Sam Bankman-Fried, the disgraced founder of the collapsed crypto exchange FTX, has been accused of conspiring to bribe "one or more" Chinese officials with at least $40 million in payments, according to an indictment unsealed Tuesday morning.
Prosecutors allege the purpose of the bribes was to persuade at least one Chinese government official to unfreeze accounts that held more than $1 billion in funds from his trading firm, Alameda Research.
Prosecutors in the Southern District of New York on Tuesday unsealed an indictment that adds the bribery conspiracy charge to a dozen others already leveled against Bankman-Fried, including fraud, money laundering and making illegal campaign contributions. Prosecutors have alleged that Bankman-Fried led an effort to use millions of dollars in FTX customer money to make political donations, prop up his trading firm, and enrich himself.
Since his arrest, Bankman-Fried has fiercely denied the allegations. He declined to comment through his spokesman, Mark Botnick.
In the updated indictment unsealed on Tuesday, prosecutors say Bankman-Fried initiated a campaign to access Alameda accounts frozen in early 2021 on two China-based crypto exchanges during a Chinese government investigation into an entity on the other side of some Alameda trades.
Prosecutors allege that Bankman-Fried tried several different methods to retrieve the more than $1 billion, including hiring attorneys to lobby Chinese authorities to return the funds and trying to transfer the money into accounts that appeared to be unassociated with his companies. When that didn't work, prosecutors allege, Bankman-Fried in November 2021 sought to bribe at least one Chinese official, directing Alameda employees to place some $40 million to a private cryptocurrency wallet.
After the accounts were unfrozen, Bankman-Fried authorized the transfer of "additional tens of millions of dollars in cryptocurrency to complete the bribe," according to the indictment. It also alleges that Bankman-Fried used the unfrozen funds to continue trading through Alameda.
The new charge against Bankman-Fried comes during a tumultuous month for the crypto industry, as prosecutors and regulators have targeted some of the industry's biggest names.

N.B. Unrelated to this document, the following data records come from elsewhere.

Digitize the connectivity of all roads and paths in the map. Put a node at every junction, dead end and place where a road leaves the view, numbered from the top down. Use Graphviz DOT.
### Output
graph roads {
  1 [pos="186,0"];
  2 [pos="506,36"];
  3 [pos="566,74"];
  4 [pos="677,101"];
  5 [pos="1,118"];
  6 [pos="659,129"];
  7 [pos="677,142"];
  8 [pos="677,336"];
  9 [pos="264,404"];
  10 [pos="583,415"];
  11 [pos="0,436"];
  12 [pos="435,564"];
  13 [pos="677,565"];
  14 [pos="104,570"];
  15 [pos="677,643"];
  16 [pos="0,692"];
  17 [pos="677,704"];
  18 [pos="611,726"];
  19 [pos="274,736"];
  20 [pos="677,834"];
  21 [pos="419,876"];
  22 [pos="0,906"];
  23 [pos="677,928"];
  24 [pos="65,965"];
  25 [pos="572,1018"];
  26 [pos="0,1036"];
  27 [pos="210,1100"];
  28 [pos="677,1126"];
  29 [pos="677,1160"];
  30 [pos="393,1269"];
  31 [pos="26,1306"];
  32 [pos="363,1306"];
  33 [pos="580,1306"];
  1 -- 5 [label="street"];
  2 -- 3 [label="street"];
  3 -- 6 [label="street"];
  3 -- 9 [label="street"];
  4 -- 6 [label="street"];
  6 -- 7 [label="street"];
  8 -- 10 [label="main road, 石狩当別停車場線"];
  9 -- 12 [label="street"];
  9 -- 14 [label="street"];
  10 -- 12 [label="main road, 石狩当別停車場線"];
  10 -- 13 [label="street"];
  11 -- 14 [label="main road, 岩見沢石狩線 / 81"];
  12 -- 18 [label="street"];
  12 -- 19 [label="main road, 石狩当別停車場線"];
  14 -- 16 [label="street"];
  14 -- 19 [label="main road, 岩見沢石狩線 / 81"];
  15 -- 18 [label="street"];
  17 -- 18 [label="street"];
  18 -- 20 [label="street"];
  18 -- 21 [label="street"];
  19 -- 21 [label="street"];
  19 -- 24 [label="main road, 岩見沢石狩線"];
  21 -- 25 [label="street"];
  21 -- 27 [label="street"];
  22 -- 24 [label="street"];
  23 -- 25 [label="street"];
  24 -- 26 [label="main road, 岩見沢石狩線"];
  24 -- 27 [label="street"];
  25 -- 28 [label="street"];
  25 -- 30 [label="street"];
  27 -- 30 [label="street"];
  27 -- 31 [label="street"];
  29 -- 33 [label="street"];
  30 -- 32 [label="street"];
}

On Monday, the Commodity Futures Trading Commission sued Binance, the world's largest crypto exchange, along with its founder Changpeng Zhao, a rival of Bankman-Fried. The agency alleges, among other things, that Binance circumvented U.S. regulations and failed to implement measures meant to curb illegal activity like terrorist financing and money laundering. Binance and Zhao denied the allegations.
Last week, prosecutors unsealed fraud charges against Do Kwon, the founder of Terraform Labs, shortly after his arrest in Montenegro.
In December, Bankman-Fried was arrested in the Bahamas and accused of multiple crimes including fraud, conspiracy and violations of campaign finance laws. He was hit with four more charges in February, as prosecutors detailed how they believe Bankman-Fried misused customer funds and funneled millions of dollars in contributions to certain Democrats and Republicans.
The sweeping criminal case against Bankman-Fried followed the November collapse of FTX, the crypto exchange he founded and cast as a beacon of reliability in the emerging and volatile crypto market. Once estimated to be worth $16 billion, Bankman-Fried has said his wealth has all but vanished, while the scores of investors who had held money on the exchange are trying to claw back their funds as FTX wades through Chapter 11 bankruptcy.
Released from prison after posting a $250 million secured bond, Bankman-Fried is confined to his parents' home on the Stanford University campus as he awaits his trial. Prosecutors and Bankman-Fried's lawyers have debated to what extent the former crypto executive should access the internet, as prosecutors in January alleged that Bankman-Fried had contacted a current FTX employee via an encrypted messaging app, which they said may "constitute witness tampering."
On Tuesday, Judge Lewis A. Kaplan ruled that Bankman-Fried will be restricted from using encrypted messaging apps and is barred from contacting current or former FTX employees unless his attorneys are present. He must also give up his old laptop and phone, and can only access the internet through a new laptop and phone, which will be monitored. Bankman-Fried will be able to access certain websites to assist with his defense, as well as a variety of news and sports websites for his personal use.